Realtors and brokers are required to report suspicious and large cash transactions to the Financial Transactions and Reports Analysis Centre of Canada (FINTRAC), which monitors money laundering.

But over the past five years, when more than one million Ontario properties worth $760-billion were sold, hardly any transactions were reported to FINTRAC. The federal agency received no reports of large cash transactions from 2017 to 2020. Only last year, which was a record period for home sales, FINTRAC received 18 reports of large cash transactions, according to the Auditor-General.

The report recommended that RECO work with FINTRAC to share information. It also recommended that RECO update its procedures to ensure that brokerages’ reporting obligations are properly reviewed.

RECO said it had already begun to “explore opportunities” to share information and collaborate with FINTRAC.

Over all, the Auditor-General had 25 recommendations for RECO and the Ministry of Public and Business Service Delivery, which oversees the regulator. In the report, both RECO and the ministry said some of the recommendations would be addressed next year when the province’s new real estate rules go into effect.

That law includes a purported change to an opaque real estate sales tactic known as blind bidding, where competing buyers in a multiple-bid situation do not know what others are offering to pay for a home.

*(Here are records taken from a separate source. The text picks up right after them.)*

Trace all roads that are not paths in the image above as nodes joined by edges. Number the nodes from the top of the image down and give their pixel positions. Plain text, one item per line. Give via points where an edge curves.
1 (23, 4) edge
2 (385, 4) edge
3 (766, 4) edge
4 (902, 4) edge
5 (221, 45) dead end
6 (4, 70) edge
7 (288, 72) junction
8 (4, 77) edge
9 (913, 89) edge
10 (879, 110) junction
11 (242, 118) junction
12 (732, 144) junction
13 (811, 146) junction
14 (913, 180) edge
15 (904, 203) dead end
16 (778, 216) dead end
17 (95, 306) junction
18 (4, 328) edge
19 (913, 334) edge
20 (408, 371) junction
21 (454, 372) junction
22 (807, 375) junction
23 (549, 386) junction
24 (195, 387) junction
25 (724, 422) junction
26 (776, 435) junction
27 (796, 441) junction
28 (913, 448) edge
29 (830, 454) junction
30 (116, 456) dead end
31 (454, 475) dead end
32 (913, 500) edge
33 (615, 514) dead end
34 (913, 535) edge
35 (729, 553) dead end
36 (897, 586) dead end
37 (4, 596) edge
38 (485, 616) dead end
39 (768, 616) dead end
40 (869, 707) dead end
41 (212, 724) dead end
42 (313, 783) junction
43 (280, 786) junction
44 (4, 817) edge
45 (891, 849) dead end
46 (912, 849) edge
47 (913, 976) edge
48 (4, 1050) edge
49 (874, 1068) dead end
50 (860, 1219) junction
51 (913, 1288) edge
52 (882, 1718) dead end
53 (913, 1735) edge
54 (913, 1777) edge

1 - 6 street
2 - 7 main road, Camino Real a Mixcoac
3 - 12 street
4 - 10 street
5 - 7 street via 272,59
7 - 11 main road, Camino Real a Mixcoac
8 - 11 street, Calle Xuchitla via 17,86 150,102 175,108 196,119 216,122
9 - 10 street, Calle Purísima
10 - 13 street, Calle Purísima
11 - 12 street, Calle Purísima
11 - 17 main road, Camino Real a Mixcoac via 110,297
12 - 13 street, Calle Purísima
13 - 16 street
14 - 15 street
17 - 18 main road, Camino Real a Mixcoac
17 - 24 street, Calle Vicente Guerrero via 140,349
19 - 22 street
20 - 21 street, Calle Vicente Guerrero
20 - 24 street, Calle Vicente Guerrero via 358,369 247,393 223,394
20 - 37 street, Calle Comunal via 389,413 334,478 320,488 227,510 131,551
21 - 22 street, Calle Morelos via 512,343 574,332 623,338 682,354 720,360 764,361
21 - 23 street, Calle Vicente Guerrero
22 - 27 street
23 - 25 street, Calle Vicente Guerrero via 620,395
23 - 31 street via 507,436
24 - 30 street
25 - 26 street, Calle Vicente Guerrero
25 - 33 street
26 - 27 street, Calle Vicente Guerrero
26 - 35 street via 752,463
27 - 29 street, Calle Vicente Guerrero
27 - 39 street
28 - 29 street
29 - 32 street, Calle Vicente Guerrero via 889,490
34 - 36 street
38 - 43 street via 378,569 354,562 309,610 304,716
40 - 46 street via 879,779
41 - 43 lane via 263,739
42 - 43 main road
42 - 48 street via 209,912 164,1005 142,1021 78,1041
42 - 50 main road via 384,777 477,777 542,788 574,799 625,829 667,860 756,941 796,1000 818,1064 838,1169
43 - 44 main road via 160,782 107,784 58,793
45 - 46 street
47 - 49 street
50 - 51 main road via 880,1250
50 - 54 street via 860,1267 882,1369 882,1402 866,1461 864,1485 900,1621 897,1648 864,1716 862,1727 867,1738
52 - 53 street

During the pandemic real estate boom, blind bidding was heavily criticized for contributing to the spike in home prices when properties sold for hundreds of thousands of dollars over the listed price.

The real estate industry has repeatedly defended the practice as giving homeowners choice. The new law, which comes into effect in April, includes a provision that will allow the homeowner to disclose the competing offers. However, homeowners are already allowed to sell their homes via an open auction.

The Auditor-General report recommended that RECO work with its overseeing ministry to gather data on which sellers choose an auction process.